Good quotes including from Dr. Monica Morrow, chief of the breast service at Sloan-Kettering and an author of the study, but also a few fromindependent experts toward the end. Dr. Grant W. Carlson, a professor of surgery at the Winship Cancer Institute at Emory University, and the author of an editorial accompanying the study, provides some soul-searching context by saying that, in taking out so many lymph nodes, “I have a feeling we’ve been doing a lot of harm.” Dr. Elisa R. Port, the chief of breast surgery at Mount Sinai Medical Center in Manhattan, said, “It’s definitely practice-changing.” And Dr. Alison Estabrook, the chief of the comprehensive breast center at St.

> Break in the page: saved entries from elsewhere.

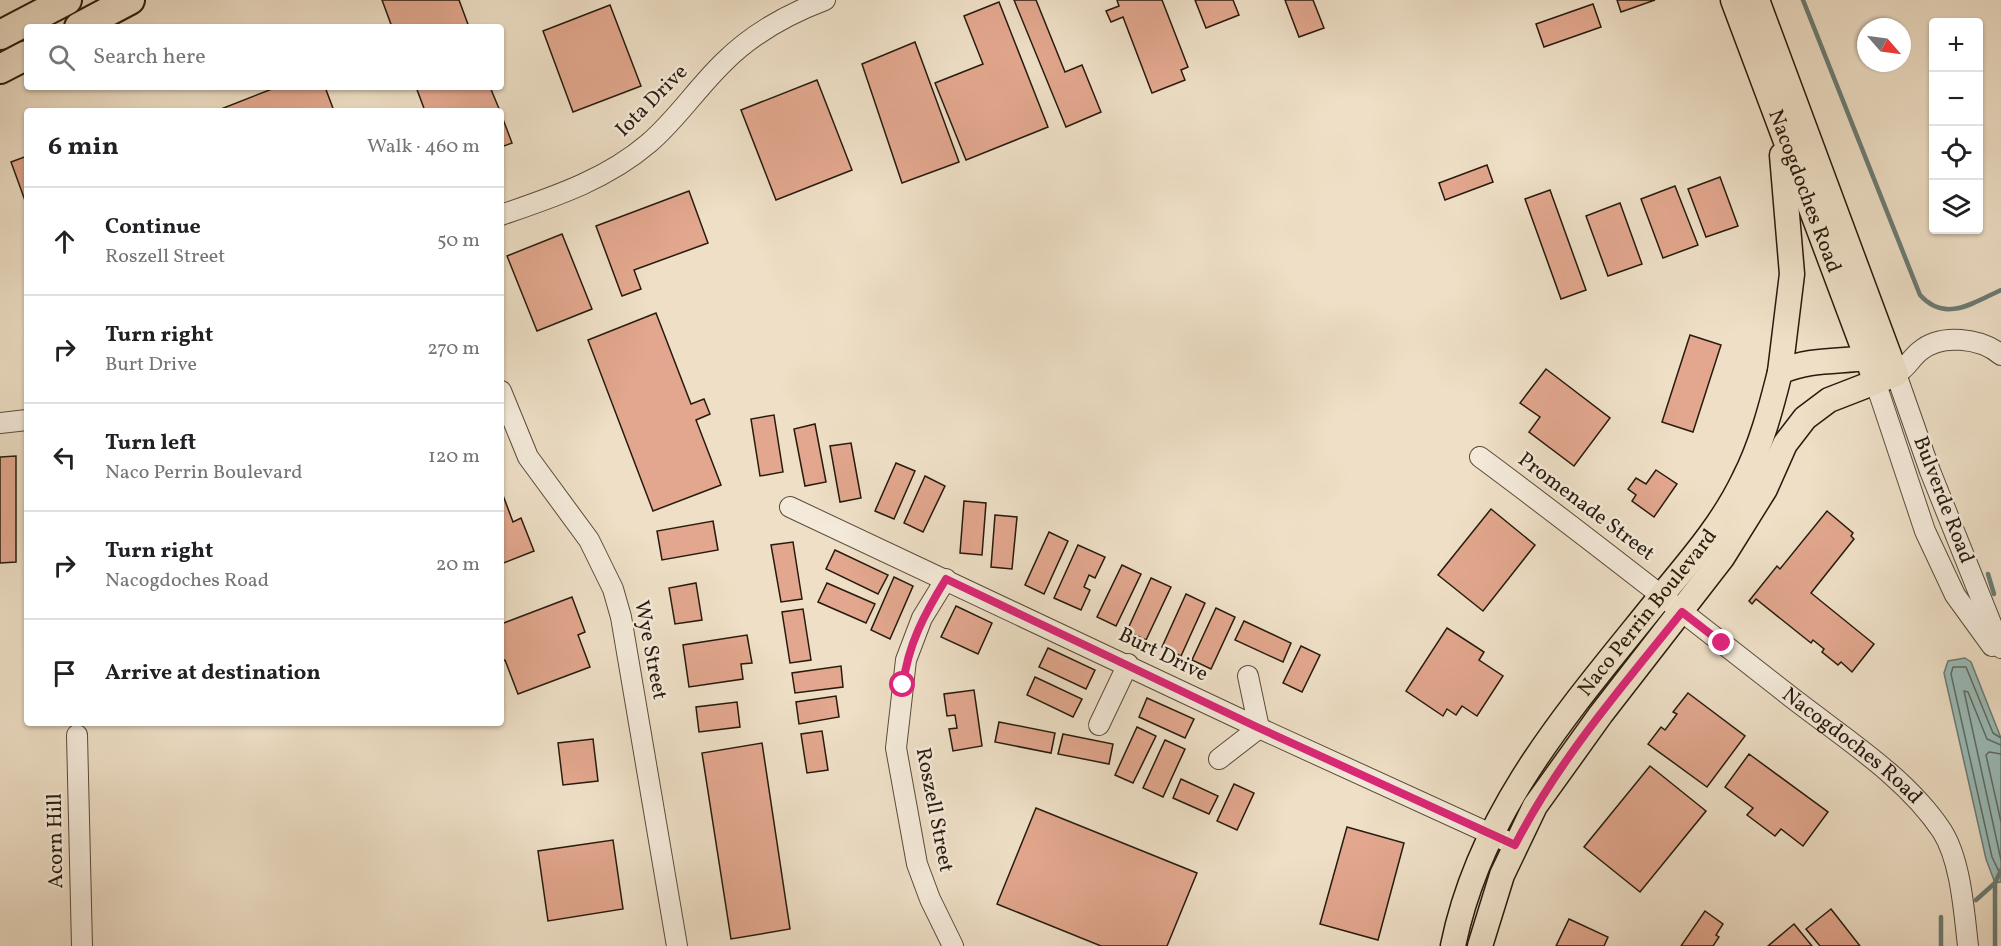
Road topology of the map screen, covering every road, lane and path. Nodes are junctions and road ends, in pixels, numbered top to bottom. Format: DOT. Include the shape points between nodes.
graph roads {
  1 [pos="67,0"];
  2 [pos="130,0"];
  3 [pos="825,0"];
  4 [pos="1733,0"];
  5 [pos="1757,0"];
  6 [pos="85,24"];
  7 [pos="0,35"];
  8 [pos="24,57"];
  9 [pos="0,69"];
  10 [pos="1779,125"];
  11 [pos="504,214"];
  12 [pos="2001,355"];
  13 [pos="1882,367"];
  14 [pos="1780,372"];
  15 [pos="504,398"];
  16 [pos="24,420"];
  17 [pos="0,423"];
  18 [pos="1480,458"];
  19 [pos="790,507"];
  20 [pos="946,579"];
  21 [pos="1662,595"];
  22 [pos="1682,612"];
  23 [pos="2001,648"];
  24 [pos="2001,657"];
  25 [pos="1128,664"];
  26 [pos="1248,676"];
  27 [pos="1099,725"];
  28 [pos="1259,728"];
  29 [pos="77,735"];
  30 [pos="1219,759"];
  31 [pos="1491,833"];
  32 [pos="1515,845"];
  33 [pos="82,946"];
  34 [pos="677,946"];
  35 [pos="953,946"];
  36 [pos="1453,946"];
  37 [pos="1480,946"];
  38 [pos="1968,946"];
  1 -- 7 [label="highway"];
  2 -- 6 [label="highway"];
  3 -- 11 [label="street, Iota Drive" via="798,11 748,42 723,63 649,143 628,159 587,183"];
  4 -- 10 [label="main road, Nacogdoches Road"];
  5 -- 13 [label="main road, Nacogdoches Road"];
  8 -- 9 [label="highway"];
  10 -- 13 [label="main road, Nacogdoches Road"];
  10 -- 14 [label="main road, Naco Perrin Boulevard" via="1792,274"];
  12 -- 13 [label="street" via="1962,339 1938,342 1920,351 1901,351"];
  13 -- 14 [label="main road" via="1804,362"];
  13 -- 22 [label="main road, Naco Perrin Boulevard" via="1805,418 1785,444 1747,521"];
  13 -- 23 [label="street, Bulverde Road"];
  13 -- 24 [label="street, Bulverde Road" via="1925,531 1956,595"];
  14 -- 21 [label="main road, Naco Perrin Boulevard" via="1745,479 1719,522"];
  15 -- 34 [label="street, Wye Street" via="528,457 601,562 621,617"];
  16 -- 17 [label="street"];
  18 -- 21 [label="street, Promenade Street"];
  19 -- 20 [label="street, Burt Drive"];
  20 -- 25 [label="street, Burt Drive"];
  20 -- 35 [label="street, Roszell Street" via="922,618 906,660 896,748 917,864"];
  21 -- 22 [label="street, Nacogdoches Road"];
  21 -- 31 [label="main road, Naco Perrin Boulevard" via="1542,749 1512,792"];
  22 -- 32 [label="main road, Naco Perrin Boulevard" via="1563,764"];
  22 -- 38 [label="street, Nacogdoches Road" via="1883,769 1927,810 1944,834 1953,860"];
  25 -- 27 [label="street"];
  25 -- 28 [label="street, Burt Drive"];
  26 -- 28 [label="street"];
  28 -- 30 [label="street"];
  28 -- 31 [label="street, Burt Drive"];
  29 -- 33 [label="street, Acorn Hill"];
  31 -- 32 [label="street, Burt Drive"];
  31 -- 36 [label="main road, Naco Perrin Boulevard"];
  32 -- 37 [label="main road, Naco Perrin Boulevard"];
}
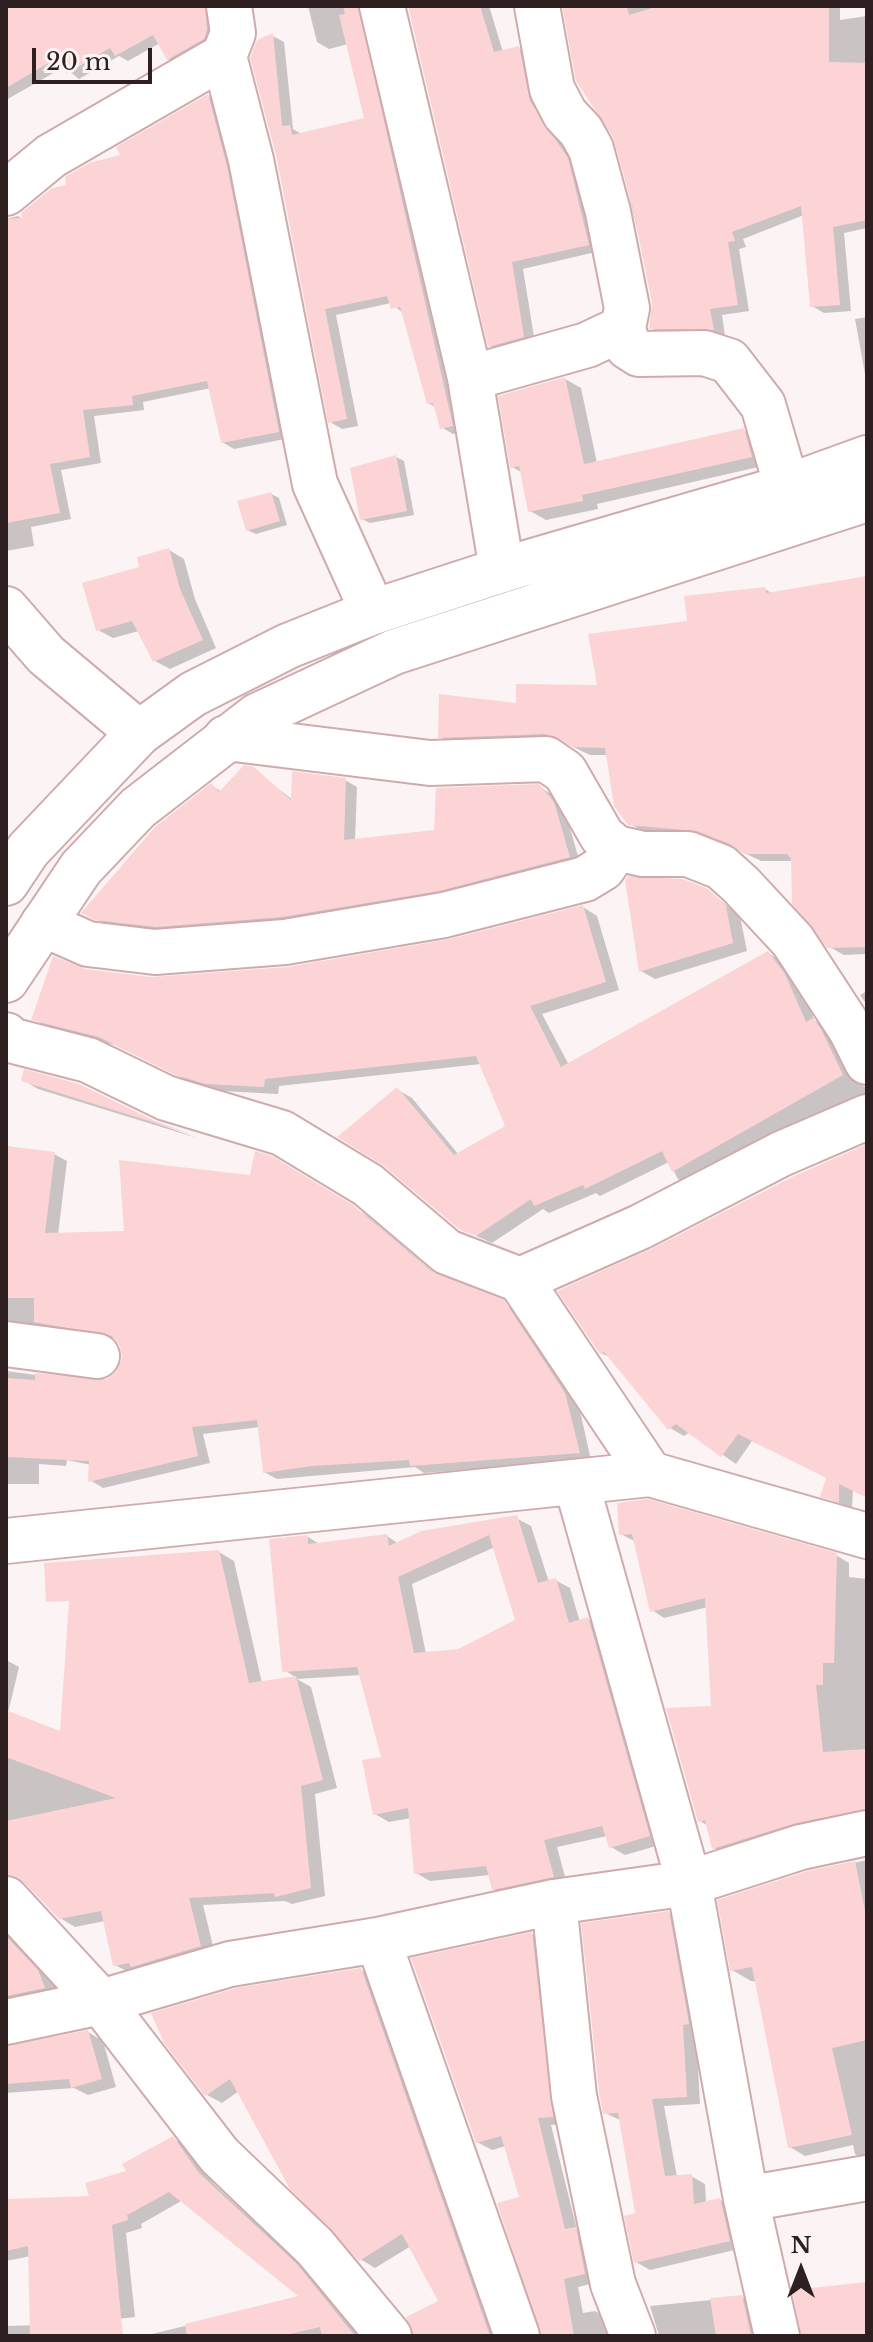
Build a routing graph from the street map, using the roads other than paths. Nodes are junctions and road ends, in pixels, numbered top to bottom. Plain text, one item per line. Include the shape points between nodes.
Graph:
1 (229, 6) edge
2 (382, 6) edge
3 (537, 6) edge
4 (224, 56) junction
5 (6, 193) edge
6 (623, 328) junction
7 (470, 378) junction
8 (867, 458) edge
9 (787, 487) junction
10 (867, 499) edge
11 (502, 570) junction
12 (6, 609) edge
13 (373, 612) junction
14 (139, 733) junction
15 (226, 738) junction
16 (616, 848) junction
17 (6, 883) edge
18 (43, 924) junction
19 (6, 980) edge
20 (6, 1035) edge
21 (867, 1062) edge
22 (867, 1117) edge
23 (520, 1280) junction
24 (6, 1344) edge
25 (97, 1356) dead end
26 (650, 1474) junction
27 (576, 1482) junction
28 (867, 1536) edge
29 (6, 1541) edge
30 (867, 1833) edge
31 (689, 1883) junction
32 (6, 1899) edge
33 (554, 1902) junction
34 (378, 1940) junction
35 (101, 2002) junction
36 (6, 2022) edge
37 (867, 2178) edge
38 (746, 2199) junction
39 (389, 2336) edge
40 (517, 2336) edge
41 (633, 2336) edge
42 (777, 2336) edge

1 - 4 street via 233,33
2 - 7 street
3 - 6 street via 552,89 591,149 608,212 627,308
4 - 5 street via 51,156
4 - 13 street via 251,160 315,484
6 - 7 street via 587,345
6 - 9 street via 628,347 639,354 704,353 729,361 763,405
7 - 11 street
8 - 9 street
9 - 11 street
10 - 15 street via 394,652 257,716
11 - 13 street
12 - 14 street via 46,655
13 - 14 street via 288,646 193,694
14 - 17 street via 28,850
15 - 16 street via 430,763 546,759 565,772 602,836
15 - 18 street via 138,808 81,868
16 - 18 street via 603,868 585,879 444,915 285,942 155,952 88,944
16 - 21 street via 688,854 721,867 793,941
18 - 19 street
20 - 23 street via 88,1060 166,1098 282,1133 368,1185 447,1252
22 - 23 street
23 - 26 street
24 - 25 street
26 - 27 street
26 - 28 street
27 - 29 street
27 - 31 street
30 - 31 street via 801,1847
31 - 33 street
31 - 38 street
32 - 35 street
33 - 34 street
33 - 41 street via 574,2096 613,2284
34 - 35 street via 230,1964
34 - 40 street
35 - 36 street
35 - 39 street via 219,2155 315,2247
37 - 38 street
38 - 42 street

Luke’s-Roosevelt hospital in New York said, “In the past, surgeons thought our role was to get out all the cancer. … Now he’s saying we don’t really have to do that.”

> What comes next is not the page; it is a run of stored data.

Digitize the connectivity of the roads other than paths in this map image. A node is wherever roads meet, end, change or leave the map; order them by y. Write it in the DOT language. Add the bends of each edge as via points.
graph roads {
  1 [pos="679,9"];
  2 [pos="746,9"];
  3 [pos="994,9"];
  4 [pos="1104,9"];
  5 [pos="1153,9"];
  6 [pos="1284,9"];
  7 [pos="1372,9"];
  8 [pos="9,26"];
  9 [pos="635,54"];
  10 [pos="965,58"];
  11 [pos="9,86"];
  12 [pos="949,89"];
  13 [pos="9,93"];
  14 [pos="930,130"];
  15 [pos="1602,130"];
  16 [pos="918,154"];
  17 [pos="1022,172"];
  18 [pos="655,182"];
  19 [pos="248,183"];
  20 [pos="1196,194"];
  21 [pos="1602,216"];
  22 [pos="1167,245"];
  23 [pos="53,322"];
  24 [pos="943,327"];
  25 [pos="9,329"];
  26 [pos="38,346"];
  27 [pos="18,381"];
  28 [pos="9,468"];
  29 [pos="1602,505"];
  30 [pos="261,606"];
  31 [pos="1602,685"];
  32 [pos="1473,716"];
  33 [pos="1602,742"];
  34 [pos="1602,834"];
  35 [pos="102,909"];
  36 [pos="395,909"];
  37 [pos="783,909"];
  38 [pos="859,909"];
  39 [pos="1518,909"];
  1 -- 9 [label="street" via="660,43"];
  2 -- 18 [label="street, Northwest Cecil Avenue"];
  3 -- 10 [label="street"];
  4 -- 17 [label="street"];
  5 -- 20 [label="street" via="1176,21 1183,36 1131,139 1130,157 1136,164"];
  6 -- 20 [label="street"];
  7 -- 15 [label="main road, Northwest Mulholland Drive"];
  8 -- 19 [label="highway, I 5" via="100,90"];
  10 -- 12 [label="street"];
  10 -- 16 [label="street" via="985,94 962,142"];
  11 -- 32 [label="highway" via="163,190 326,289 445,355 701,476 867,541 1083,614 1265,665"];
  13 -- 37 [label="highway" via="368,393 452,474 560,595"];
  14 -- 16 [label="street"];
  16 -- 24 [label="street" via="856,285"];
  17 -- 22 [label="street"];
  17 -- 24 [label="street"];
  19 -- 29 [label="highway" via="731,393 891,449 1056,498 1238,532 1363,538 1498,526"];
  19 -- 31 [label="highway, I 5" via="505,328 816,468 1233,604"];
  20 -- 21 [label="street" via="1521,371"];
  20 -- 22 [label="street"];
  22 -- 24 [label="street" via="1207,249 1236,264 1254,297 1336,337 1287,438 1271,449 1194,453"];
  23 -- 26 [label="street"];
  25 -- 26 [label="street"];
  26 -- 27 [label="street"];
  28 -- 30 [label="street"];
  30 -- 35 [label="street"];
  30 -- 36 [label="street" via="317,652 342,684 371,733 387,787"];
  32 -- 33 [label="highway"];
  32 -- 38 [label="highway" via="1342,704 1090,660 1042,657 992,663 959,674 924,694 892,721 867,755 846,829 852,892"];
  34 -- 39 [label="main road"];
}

The story does a great job explaining the history of this form of treatment and how it has evolved over time. “But doctors have continued to think that even microscopic disease in the lymph nodes should be cut out to improve the odds of survival. And until recently, they counted cancerous lymph nodes to gauge the severity of the disease and choose chemotherapy. But now the number is not so often used to determine drug treatment, doctors say. What matters more is whether the disease has reached any nodes at all. If any are positive, the disease could become deadly. Chemotherapy is recommended, and the drugs are the same, no matter how many nodes are involved.” The story goes on to do something that stories like this rarely do, it compares compares the harms from different forms of treatment, saying “After armpit surgery, 20 percent to 30 percent of women develop lymphedema, Dr. Port said, and radiation may increase the rate to 40 percent to 50 percent. Physical therapy can help, but there is no cure.”
The story makes it clear that removing all under-arm lymph nodes is the standard of care for women with breast cancer and that feelings about that standard are entrenched.
The story establishes that a change in treatment protocol away from removing all the lymph nodes under the arms of women with breast cancer would be novel. There is some nuance, here, though that could be missed by a casual reader. Women who have one to two positive lymph nodes would avoid having additional lymph node surgery. The overall tone of the story may make it appear to some readers that women get to avoid lymph node surgery altogether, but they don’t.
The story goes well beyond any news release.